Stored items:

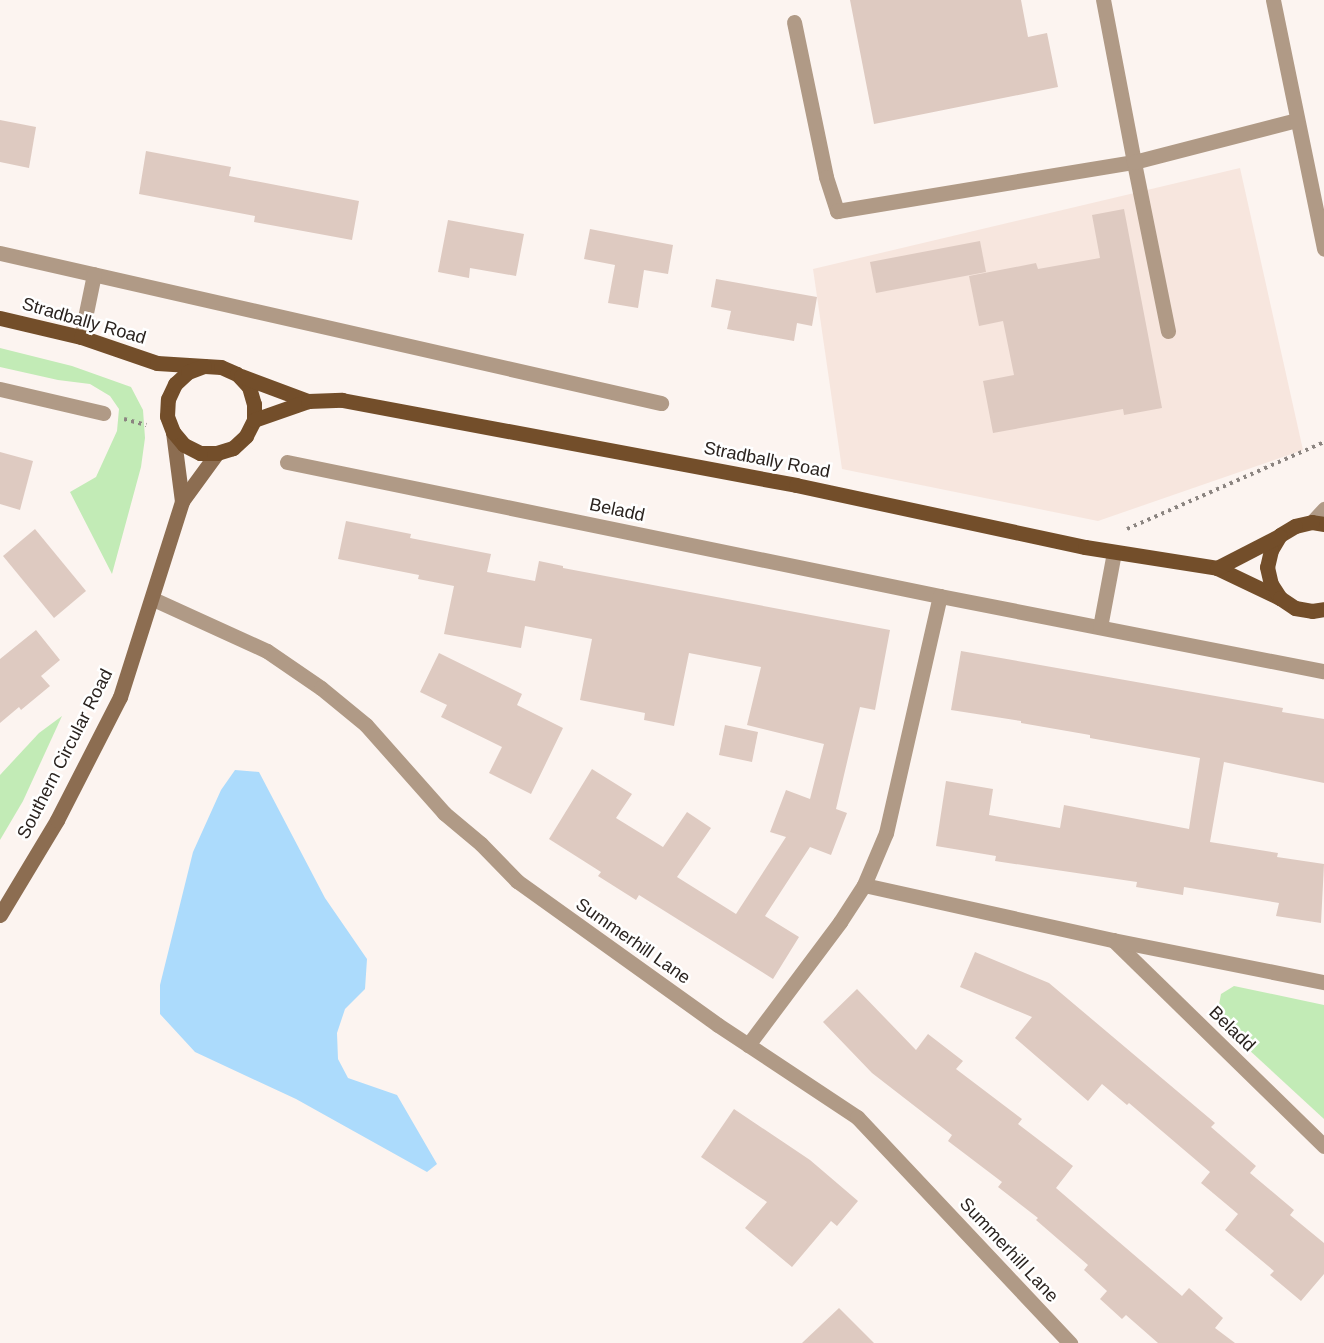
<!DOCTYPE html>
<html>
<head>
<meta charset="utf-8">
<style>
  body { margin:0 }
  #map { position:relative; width:1324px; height:1343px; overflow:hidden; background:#fcf4f0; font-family:Arial,sans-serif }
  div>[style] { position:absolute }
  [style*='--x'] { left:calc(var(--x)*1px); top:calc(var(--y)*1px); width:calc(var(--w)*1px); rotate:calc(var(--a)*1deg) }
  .built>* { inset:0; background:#f7e6de }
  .green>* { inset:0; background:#c2ebb6 }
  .water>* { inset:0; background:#acdbfc }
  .building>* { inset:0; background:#decac1 }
  .path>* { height:4px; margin-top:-2px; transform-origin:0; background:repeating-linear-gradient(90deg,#8b8480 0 3px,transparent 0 7.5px) }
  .service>* { height:15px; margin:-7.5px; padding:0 7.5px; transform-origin:7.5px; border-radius:7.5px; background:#b09a86 }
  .minor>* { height:15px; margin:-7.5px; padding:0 7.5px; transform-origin:7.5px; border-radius:7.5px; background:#b09a86 }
  .tertiary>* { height:15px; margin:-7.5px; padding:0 7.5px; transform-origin:7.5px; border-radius:7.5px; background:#b09a86 }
  .secondary>* { height:15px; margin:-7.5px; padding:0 7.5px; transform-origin:7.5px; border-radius:7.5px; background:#8c6d51 }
  .primary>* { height:15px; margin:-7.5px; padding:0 7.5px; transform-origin:7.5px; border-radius:7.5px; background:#734e2a }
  span { translate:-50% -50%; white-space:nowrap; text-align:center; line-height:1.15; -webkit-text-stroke:5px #fff; paint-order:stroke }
  .street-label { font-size:18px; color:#2a231f }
</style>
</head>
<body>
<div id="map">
  <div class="built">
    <div style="clip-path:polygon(1240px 168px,1303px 450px,1098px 521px,842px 469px,813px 269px)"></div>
  </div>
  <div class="green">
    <div style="clip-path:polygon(0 348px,72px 366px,131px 387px,143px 410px,145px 438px,141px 467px,112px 574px,70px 492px,96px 477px,117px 431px,119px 409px,110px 396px,90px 384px,58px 380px,0 367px)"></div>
    <div style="clip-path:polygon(62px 716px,23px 801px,0 840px,0 775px,39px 733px)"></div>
    <div style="clip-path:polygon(1234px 986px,1324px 1005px,1324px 1119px,1223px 1026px,1218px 1010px,1221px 994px)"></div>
  </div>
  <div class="water">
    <div style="clip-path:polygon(235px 770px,259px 772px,325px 898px,367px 959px,365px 989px,345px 1009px,337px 1033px,338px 1059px,348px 1078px,397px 1095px,437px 1164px,427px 1172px,296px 1099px,195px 1052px,160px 1014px,160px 985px,193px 852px,221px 790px)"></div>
  </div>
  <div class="building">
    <div style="clip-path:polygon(850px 0,1021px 0,1028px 37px,1047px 33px,1058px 87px,874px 124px)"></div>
    <div style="clip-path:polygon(0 120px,36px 127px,29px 168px,0 162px)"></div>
    <div style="clip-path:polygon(146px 151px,231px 167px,229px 176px,359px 201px,352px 240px,254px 222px,255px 216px,139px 194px)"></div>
    <div style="clip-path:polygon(1124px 209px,1162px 408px,1124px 415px,1123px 409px,993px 433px,983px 381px,1014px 375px,1003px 321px,979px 326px,969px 276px,1036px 263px,1038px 269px,1100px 258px,1092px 215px)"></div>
    <div style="clip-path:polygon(448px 220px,524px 234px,516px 276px,470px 268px,469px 278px,438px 272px)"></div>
    <div style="clip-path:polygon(590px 229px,673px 245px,668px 274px,644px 270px,638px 308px,608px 303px,615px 265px,584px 259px)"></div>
    <div style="clip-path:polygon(980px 241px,986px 272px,876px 293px,870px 262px)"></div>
    <div style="clip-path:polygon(716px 279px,817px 297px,812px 326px,797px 323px,794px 341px,727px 329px,731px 311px,711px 307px)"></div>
    <div style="clip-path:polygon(0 452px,33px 461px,20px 510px,0 504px)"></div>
    <div style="clip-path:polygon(346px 521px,411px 534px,410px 538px,491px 554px,487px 572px,535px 581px,539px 561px,563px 566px,563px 568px,890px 630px,875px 710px,860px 707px,836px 809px,847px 813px,831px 855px,810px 847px,765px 916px,799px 937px,773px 979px,639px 895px,636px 900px,598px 876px,601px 872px,549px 839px,592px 769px,632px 794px,616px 818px,663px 847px,687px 812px,711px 828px,677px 877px,736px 914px,786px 837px,770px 832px,786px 790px,810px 799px,824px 744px,747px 725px,761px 667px,689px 653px,674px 726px,644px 720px,645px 713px,580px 700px,592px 639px,525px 626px,521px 648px,444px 634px,454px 586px,418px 579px,419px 575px,338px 559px)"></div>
    <div style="clip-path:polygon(35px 529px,86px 591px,54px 618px,3px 556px)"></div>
    <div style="clip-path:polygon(36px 630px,60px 660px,41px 676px,50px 686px,21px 710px,19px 707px,0 723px,0 659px)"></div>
    <div style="clip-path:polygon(961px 651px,1283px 708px,1282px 712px,1324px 719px,1324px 783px,1224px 762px,1210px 842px,1278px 853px,1277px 857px,1324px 864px,1321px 923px,1276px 916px,1279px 903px,1184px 887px,1183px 895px,1136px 887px,1137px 882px,995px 861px,996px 856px,936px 846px,946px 781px,993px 789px,989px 815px,1060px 828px,1064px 805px,1189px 829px,1200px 758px,1090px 738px,1090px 735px,1021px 723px,1021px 721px,951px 710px)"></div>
    <div style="clip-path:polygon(439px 653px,522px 694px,517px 705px,563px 728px,531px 794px,489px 773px,502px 747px,441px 717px,447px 705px,420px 692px)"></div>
    <div style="clip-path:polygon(725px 725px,758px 732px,752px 762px,719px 755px)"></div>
    <div style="clip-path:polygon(975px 952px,1049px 983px,1215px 1123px,1211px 1127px,1256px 1166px,1250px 1173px,1294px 1210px,1290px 1215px,1324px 1243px,1324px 1274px,1301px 1301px,1270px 1275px,1274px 1271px,1225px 1230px,1238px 1214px,1201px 1183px,1210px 1172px,1129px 1103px,1127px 1105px,1102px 1084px,1088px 1101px,1015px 1038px,1032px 1017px,960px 987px)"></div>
    <div style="clip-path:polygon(857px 989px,916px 1050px,928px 1034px,963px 1061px,956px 1069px,1022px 1119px,1018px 1124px,1073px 1166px,1056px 1188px,1182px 1296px,1189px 1288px,1223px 1318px,1215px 1328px,1235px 1343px,1158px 1343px,1126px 1315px,1122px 1319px,1100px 1299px,1107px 1291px,1084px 1270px,1088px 1265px,1036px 1220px,1038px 1218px,998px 1187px,1002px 1182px,948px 1141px,952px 1135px,872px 1073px,823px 1022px)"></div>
    <div style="clip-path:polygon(734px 1109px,810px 1160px,858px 1201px,837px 1226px,831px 1221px,792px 1267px,745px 1228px,767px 1202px,701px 1157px)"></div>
    <div style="clip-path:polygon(839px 1308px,874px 1343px,802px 1343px)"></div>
  </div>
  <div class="path">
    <div style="--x:124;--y:419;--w:23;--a:15"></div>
    <div style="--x:1127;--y:529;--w:215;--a:-23.8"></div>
  </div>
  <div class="service">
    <div style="--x:794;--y:22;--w:158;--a:78.3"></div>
    <div style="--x:826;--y:177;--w:36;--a:72"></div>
    <div style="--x:837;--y:211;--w:301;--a:-9.4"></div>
    <div style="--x:1134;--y:162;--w:165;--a:-100.8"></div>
    <div style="--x:1168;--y:331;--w:172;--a:-101.4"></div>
    <div style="--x:1134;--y:162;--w:167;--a:-14.5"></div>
  </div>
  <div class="minor">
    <div style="--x:0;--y:253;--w:678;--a:12.79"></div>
    <div style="--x:81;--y:337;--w:64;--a:-78.3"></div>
    <div style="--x:0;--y:389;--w:106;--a:13.1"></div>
    <div style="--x:287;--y:462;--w:667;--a:11.6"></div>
    <div style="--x:940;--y:596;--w:391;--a:11.1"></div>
    <div style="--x:153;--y:599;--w:125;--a:24.5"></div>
    <div style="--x:267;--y:651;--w:65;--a:34.4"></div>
    <div style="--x:321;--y:688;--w:58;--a:39.4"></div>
    <div style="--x:366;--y:725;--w:118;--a:48.4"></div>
    <div style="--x:444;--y:813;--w:48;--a:40"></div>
    <div style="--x:481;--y:844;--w:52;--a:45.8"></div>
    <div style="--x:517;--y:881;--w:247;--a:35.6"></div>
    <div style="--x:718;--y:1025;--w:167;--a:33.5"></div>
    <div style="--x:857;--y:1117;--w:311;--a:46.7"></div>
    <div style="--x:1100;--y:627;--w:76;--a:-79.4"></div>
    <div style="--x:864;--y:885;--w:255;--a:12.5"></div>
    <div style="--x:1113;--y:940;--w:295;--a:44.3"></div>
    <div style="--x:1113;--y:940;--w:215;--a:11.3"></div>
    <div style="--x:748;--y:1045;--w:154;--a:-53.2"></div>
    <div style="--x:840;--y:922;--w:44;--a:-57"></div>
    <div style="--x:864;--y:885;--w:56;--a:-67.1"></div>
    <div style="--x:886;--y:833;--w:243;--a:-77.2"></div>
  </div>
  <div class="tertiary">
    <div style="--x:1273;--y:0;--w:254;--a:78.4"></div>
    <div style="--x:1312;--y:522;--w:18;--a:-47"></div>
  </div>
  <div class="secondary">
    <div style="--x:173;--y:432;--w:70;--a:82.6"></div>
    <div style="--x:0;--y:915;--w:111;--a:-59"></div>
    <div style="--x:57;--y:820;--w:138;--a:-62.9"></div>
    <div style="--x:120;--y:697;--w:206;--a:-72.4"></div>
    <div style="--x:182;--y:501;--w:59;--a:-53.9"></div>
  </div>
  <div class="primary">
    <div style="--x:0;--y:318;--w:83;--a:13.2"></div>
    <div style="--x:81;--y:337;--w:80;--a:18.9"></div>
    <div style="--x:157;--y:363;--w:64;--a:3.6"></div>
    <div style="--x:221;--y:367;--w:17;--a:24"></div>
    <div style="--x:237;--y:374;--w:18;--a:47"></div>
    <div style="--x:249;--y:387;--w:18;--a:74"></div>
    <div style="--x:254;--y:404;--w:16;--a:90"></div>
    <div style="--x:254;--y:420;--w:18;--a:117"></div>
    <div style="--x:246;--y:436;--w:18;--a:137"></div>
    <div style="--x:233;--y:448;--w:17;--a:163"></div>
    <div style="--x:217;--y:453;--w:17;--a:180"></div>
    <div style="--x:200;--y:453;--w:18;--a:-153"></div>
    <div style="--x:184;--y:445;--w:17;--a:-130"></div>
    <div style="--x:173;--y:432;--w:17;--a:-111"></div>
    <div style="--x:167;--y:416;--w:17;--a:-87"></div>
    <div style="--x:168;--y:399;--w:17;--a:-65"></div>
    <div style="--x:175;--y:384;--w:18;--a:-43"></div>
    <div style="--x:188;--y:372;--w:17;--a:-21"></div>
    <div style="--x:241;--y:376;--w:72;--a:20.5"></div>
    <div style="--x:254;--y:420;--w:57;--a:-19.4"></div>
    <div style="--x:308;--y:401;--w:34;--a:-2"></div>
    <div style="--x:342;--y:400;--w:462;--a:10.6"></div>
    <div style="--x:796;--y:485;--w:296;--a:12.1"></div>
    <div style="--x:1085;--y:547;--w:134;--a:9"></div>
    <div style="--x:1217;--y:568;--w:70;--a:25.5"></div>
    <div style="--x:1324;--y:524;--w:12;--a:-171"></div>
    <div style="--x:1312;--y:522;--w:17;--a:167"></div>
    <div style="--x:1295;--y:526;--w:17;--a:149"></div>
    <div style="--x:1280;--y:535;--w:17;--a:121"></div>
    <div style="--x:1271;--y:550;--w:17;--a:103"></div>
    <div style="--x:1267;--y:567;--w:17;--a:77"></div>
    <div style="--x:1271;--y:584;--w:17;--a:57"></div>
    <div style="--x:1280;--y:598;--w:18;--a:34"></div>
    <div style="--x:1295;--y:608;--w:17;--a:10"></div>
    <div style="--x:1312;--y:611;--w:12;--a:-9"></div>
    <div style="--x:1217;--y:568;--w:70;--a:-27.3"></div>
  </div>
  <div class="street-label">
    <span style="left:84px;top:321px;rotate:16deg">Stradbally Road</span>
    <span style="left:767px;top:460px;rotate:11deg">Stradbally Road</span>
    <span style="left:617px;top:510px;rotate:12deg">Beladd</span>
    <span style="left:65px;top:754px;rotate:-63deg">Southern Circular Road</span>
    <span style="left:633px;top:941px;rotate:35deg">Summerhill Lane</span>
    <span style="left:1232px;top:1029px;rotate:44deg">Beladd</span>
    <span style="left:1009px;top:1250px;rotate:47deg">Summerhill Lane</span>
  </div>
</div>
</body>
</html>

Problem: Lines holding the string "position" in the records above must be counted; give the number alone.

Answer for this exercise: 2